Lumière sur Lumière II
(...) Paradis vient d'un mot persan qui signifie jardin. Ce jardin m'enseigne quotidiennement quels diadèmes matutinaux il recèle et quels souffles nocturnes complotent pour éteindre, en moi et hors de moi, le quinquet vacillant. Le jour est parfois ma nuit et la nuit soudaine fulguration, triomphe archaïque du harpon d'ivoire ou du soc au métallique éclat. Le poème naît tantôt de l'accord harmonique, tantôt de cette fêlure qu'on sent en nous, de cette tragique discontinuité qui, à jamais, nous interdit de nous motter au creux des choses, telles des perdrix au ras des labours gelés, dans l'attente instinctive d'on ne sait quel soleil ragaillardi.
Heureusement, le lieu où l'on passe est toujours fondateur, et exaltant le regard porté sur lui.

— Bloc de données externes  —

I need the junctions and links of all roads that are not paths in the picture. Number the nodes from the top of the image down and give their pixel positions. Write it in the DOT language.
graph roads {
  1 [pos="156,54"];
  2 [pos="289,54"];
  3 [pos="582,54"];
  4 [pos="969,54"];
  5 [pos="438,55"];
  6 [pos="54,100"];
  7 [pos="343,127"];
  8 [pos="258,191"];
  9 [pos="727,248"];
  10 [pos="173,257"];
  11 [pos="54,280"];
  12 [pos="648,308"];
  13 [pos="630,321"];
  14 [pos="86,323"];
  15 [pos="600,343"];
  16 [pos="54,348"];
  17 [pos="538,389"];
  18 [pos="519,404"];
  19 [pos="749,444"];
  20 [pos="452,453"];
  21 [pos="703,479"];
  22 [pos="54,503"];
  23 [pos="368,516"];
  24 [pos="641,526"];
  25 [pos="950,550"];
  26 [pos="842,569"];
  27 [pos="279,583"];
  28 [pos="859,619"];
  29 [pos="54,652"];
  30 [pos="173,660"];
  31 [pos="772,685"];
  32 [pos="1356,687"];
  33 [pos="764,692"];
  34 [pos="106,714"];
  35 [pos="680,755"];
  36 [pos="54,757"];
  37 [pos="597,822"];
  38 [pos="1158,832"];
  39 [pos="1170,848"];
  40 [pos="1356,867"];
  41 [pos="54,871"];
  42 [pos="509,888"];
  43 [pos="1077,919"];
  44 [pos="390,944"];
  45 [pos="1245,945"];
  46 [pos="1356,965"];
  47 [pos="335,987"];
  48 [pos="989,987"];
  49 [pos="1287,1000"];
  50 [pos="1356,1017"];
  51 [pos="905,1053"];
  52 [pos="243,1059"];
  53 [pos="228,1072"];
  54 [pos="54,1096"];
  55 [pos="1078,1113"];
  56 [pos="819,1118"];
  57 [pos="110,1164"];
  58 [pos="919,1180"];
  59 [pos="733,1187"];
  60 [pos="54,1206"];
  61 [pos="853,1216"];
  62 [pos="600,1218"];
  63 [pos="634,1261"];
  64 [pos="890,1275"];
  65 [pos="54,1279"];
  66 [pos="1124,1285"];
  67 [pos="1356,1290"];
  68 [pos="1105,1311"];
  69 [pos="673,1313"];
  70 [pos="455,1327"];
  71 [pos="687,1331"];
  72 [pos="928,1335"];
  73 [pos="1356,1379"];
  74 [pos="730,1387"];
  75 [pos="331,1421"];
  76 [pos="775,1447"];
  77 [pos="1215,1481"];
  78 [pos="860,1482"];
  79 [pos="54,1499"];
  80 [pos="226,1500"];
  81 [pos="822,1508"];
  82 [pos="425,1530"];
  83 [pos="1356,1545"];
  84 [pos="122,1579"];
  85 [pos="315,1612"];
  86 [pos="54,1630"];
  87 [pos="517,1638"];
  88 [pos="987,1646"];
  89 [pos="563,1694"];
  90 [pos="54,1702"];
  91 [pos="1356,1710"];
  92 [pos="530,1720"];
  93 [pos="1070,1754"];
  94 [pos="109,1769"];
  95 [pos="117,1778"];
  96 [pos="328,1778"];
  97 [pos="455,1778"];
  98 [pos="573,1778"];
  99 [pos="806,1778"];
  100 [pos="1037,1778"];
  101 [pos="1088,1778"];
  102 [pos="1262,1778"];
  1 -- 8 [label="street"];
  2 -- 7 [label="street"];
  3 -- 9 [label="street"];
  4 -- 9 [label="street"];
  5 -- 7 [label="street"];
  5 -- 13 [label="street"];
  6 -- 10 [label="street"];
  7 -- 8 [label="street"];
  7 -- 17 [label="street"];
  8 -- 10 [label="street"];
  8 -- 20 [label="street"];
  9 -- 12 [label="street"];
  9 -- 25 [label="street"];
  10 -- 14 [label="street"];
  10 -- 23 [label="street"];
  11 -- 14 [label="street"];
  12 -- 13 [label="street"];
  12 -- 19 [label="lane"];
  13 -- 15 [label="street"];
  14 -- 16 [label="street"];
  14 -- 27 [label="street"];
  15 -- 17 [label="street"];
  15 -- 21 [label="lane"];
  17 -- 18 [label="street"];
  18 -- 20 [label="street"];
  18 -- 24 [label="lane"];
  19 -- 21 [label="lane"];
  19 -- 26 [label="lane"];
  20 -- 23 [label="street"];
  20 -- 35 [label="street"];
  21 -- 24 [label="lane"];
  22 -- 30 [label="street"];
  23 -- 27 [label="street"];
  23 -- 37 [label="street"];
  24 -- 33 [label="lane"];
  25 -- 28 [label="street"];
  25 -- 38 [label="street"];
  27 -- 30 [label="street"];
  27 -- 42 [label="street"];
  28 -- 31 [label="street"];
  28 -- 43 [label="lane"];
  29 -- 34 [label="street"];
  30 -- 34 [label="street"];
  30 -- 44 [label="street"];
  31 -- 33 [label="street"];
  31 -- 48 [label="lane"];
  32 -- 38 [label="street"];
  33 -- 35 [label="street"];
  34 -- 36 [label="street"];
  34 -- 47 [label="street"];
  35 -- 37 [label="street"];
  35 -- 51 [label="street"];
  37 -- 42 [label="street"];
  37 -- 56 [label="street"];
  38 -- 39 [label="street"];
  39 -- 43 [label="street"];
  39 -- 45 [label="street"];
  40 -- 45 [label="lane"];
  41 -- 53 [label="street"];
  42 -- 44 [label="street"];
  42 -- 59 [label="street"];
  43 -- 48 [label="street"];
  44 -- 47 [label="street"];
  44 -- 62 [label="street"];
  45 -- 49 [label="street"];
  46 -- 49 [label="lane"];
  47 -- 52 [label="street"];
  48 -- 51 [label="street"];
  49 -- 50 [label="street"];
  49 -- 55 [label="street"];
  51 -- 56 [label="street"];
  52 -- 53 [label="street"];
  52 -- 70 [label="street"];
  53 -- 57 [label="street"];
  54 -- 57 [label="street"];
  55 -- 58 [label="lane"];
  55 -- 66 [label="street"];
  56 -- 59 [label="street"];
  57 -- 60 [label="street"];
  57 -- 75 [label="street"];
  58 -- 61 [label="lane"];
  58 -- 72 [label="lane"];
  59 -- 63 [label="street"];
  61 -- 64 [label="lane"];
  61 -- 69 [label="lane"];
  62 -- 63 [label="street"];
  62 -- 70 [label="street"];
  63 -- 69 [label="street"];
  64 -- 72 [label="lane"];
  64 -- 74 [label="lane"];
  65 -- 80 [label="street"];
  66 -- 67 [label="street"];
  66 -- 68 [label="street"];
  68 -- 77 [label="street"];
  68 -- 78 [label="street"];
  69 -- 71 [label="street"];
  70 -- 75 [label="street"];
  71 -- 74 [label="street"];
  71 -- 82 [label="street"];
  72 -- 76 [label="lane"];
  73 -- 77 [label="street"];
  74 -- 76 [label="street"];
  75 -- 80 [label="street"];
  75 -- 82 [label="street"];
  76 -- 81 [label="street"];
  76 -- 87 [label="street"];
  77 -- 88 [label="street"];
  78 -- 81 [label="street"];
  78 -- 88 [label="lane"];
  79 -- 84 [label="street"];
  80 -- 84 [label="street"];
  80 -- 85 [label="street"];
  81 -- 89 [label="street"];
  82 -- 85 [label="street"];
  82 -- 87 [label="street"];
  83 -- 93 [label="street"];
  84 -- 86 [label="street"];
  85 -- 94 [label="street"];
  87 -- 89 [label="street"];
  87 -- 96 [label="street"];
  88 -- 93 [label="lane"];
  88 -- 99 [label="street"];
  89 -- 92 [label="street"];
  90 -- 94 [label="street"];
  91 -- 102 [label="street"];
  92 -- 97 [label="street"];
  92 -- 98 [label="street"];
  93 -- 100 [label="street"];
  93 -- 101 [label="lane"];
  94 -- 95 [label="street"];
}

Marais ou moissons, garrigues ou toundras, peu importe. En cela, l'homme qui débarque sur la lune, dans un paysage exclusivement minéral, revit l'épreuve initiatique de tous les matins humains, le baptême de la lumière comme on dit qu'il existe, pour les combattants, un baptême du feu. Remarquons à quel point les grands espaces laissés intacts par nos entreprises prométhéennes stimulent notre onirisme géographique, lui offrant des pertuis par où nous avons hâte de nous échapper. Torrides ou glacés, les déserts sont peuplés de portes ouvertes!(...)
Guy Féquant, La lampe d'argile, carnet d'un marcheur, éditions la manufacture, 1992, page 71.